Thursday, May 7, 2009

Twenty-Three: Eurothon


Jack and Laura (mom) came for a two month visit. We did a lot. We rummaged around the Netherlands for a couple of weeks, then embarked on an epic road trip that took us to the Czech Republic (Prague), northern Italy (Chianti, Venice), Croatia (Plitvice National Park), and Germany. Then we got on a boat and toured the south of France for a week. So much happened, it would take a novel to recount. So here are just the highlights.

Week One: We drove to Maastricht the day after Laura and Jack arrived. It was Queen's Day in the Netherlands, which we were sad about missing as it's supposed to be the most festive day of the year. From what we can tell people celebrate it by either a) Dressing in orange, drag, or orange drag and drinking a lot, or b) Selling their old crap on the street. Our neighborhood was gearing up for the latter form of celebration as we rode out of town.

We stopped at Keukenhof. It was even more spectacular the second time! We got there at 8am so we had it to ourselves for a while. When the tour buses started pulling in we headed out.

In Maastricht we stayed at the Kruisherenhotel again and had more great meals, but the highlight was our biking adventure. We rented bikes and rode all over south Limburg province. FYI, it is not flat like the rest of the Netherlands. It was exhausting but really fun.

Week Two: Kim worked most of the time, Laura, Jack and I went to museums, shopped, ate, visited Delft and Kroller Muller/Hogue Veluwe (Chapter Eleven). On Saturday we took a ferry to Texel - one of the Frisian Islands in North Holland province. It was a cute beach, dune and farmland scene - lots of sheep.

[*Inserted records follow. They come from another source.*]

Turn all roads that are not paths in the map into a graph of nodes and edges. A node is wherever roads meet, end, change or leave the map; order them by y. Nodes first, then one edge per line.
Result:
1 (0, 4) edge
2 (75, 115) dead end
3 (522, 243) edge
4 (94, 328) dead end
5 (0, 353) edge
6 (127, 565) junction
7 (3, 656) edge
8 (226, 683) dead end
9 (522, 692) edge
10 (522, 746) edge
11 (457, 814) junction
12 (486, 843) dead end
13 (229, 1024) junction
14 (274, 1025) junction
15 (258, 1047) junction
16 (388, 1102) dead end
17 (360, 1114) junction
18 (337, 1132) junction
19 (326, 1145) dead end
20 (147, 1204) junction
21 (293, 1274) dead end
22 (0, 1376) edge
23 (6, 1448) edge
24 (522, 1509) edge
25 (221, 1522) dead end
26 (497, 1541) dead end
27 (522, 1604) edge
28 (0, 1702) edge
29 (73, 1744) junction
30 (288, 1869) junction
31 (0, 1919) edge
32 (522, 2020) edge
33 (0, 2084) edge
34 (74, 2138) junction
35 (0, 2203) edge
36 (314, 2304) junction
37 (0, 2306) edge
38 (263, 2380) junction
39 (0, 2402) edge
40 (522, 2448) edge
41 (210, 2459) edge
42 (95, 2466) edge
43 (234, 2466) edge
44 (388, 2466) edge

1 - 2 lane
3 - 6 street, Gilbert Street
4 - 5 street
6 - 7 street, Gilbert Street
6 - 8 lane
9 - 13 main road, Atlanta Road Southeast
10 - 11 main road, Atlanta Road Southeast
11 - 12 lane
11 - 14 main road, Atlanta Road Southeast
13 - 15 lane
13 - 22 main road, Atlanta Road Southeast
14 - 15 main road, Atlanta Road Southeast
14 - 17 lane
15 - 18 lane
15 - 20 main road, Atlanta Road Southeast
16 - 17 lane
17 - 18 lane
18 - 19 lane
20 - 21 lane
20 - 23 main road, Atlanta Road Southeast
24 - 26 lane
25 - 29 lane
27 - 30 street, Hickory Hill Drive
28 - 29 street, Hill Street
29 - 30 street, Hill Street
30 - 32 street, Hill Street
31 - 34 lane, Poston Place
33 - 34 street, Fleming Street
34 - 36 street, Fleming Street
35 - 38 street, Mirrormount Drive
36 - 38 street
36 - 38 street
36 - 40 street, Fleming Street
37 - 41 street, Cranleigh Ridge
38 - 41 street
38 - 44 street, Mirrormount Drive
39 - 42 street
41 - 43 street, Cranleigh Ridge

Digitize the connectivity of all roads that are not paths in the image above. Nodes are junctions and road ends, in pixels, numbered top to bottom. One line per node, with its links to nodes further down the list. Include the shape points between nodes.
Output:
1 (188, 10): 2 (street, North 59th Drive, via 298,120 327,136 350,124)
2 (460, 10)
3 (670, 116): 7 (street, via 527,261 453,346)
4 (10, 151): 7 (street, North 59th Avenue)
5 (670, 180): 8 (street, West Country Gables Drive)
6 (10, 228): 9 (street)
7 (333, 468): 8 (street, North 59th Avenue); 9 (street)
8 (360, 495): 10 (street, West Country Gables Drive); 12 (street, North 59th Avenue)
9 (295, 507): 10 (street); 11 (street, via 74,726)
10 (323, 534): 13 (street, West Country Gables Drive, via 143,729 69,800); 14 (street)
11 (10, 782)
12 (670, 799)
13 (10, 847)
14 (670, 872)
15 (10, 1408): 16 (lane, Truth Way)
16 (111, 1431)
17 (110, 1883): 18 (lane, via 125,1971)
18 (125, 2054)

Week Three: We traded cars with one of Kim's co-workers (we needed a station wagon for the next part of our adventure) and drove to Prague. I had heard "Prague is beautiful" but was still expecting a seedy, run-down city. It's not. It's quite majestic. We met up with my aunt Elise who was performing (with a choir and orchestra) Verdi's Requiem at Terezin - the Nazi's "show camp". The concert was held on the anniversary of the camp's liberation to commemorate the (significant) role the Requiem played in the lives of prisoners. The piece alone is pretty moody, but with the story and the setting it was intense.

Highlights
  • St. Vitus Cathedral.
  • The Old Cemetery in the Jewish Quarter.
  • The view from the clock tower in Stare Mesto's central square.
  • The Castle District.
  • The Charles Bridge at night.
  • Dinner on a terrace overlooking Prague, then under the Charles Bridge.
  • Krusovice on tap.
At the end of the week we all piled into the station wagon (luggage stacked to the roof) and headed for Italy. Our home base was a villa in Castellina in Chianti. It was farcically Italian. Hills of olive groves and vineyards, villas perched on top. We took day trips to San Giamignano, Radda, Gaiole and Monteriggioni. Quaint quaint quaint. We ate and ate and ate. We drank wine with lunch and dinner. Had a billion cappuccinos and gelatos. Pretty good pizza, too. We shopped Italian leather goods. It was unseasonably hot, so we spent afternoons by the villa's infinity pool. Don't hate.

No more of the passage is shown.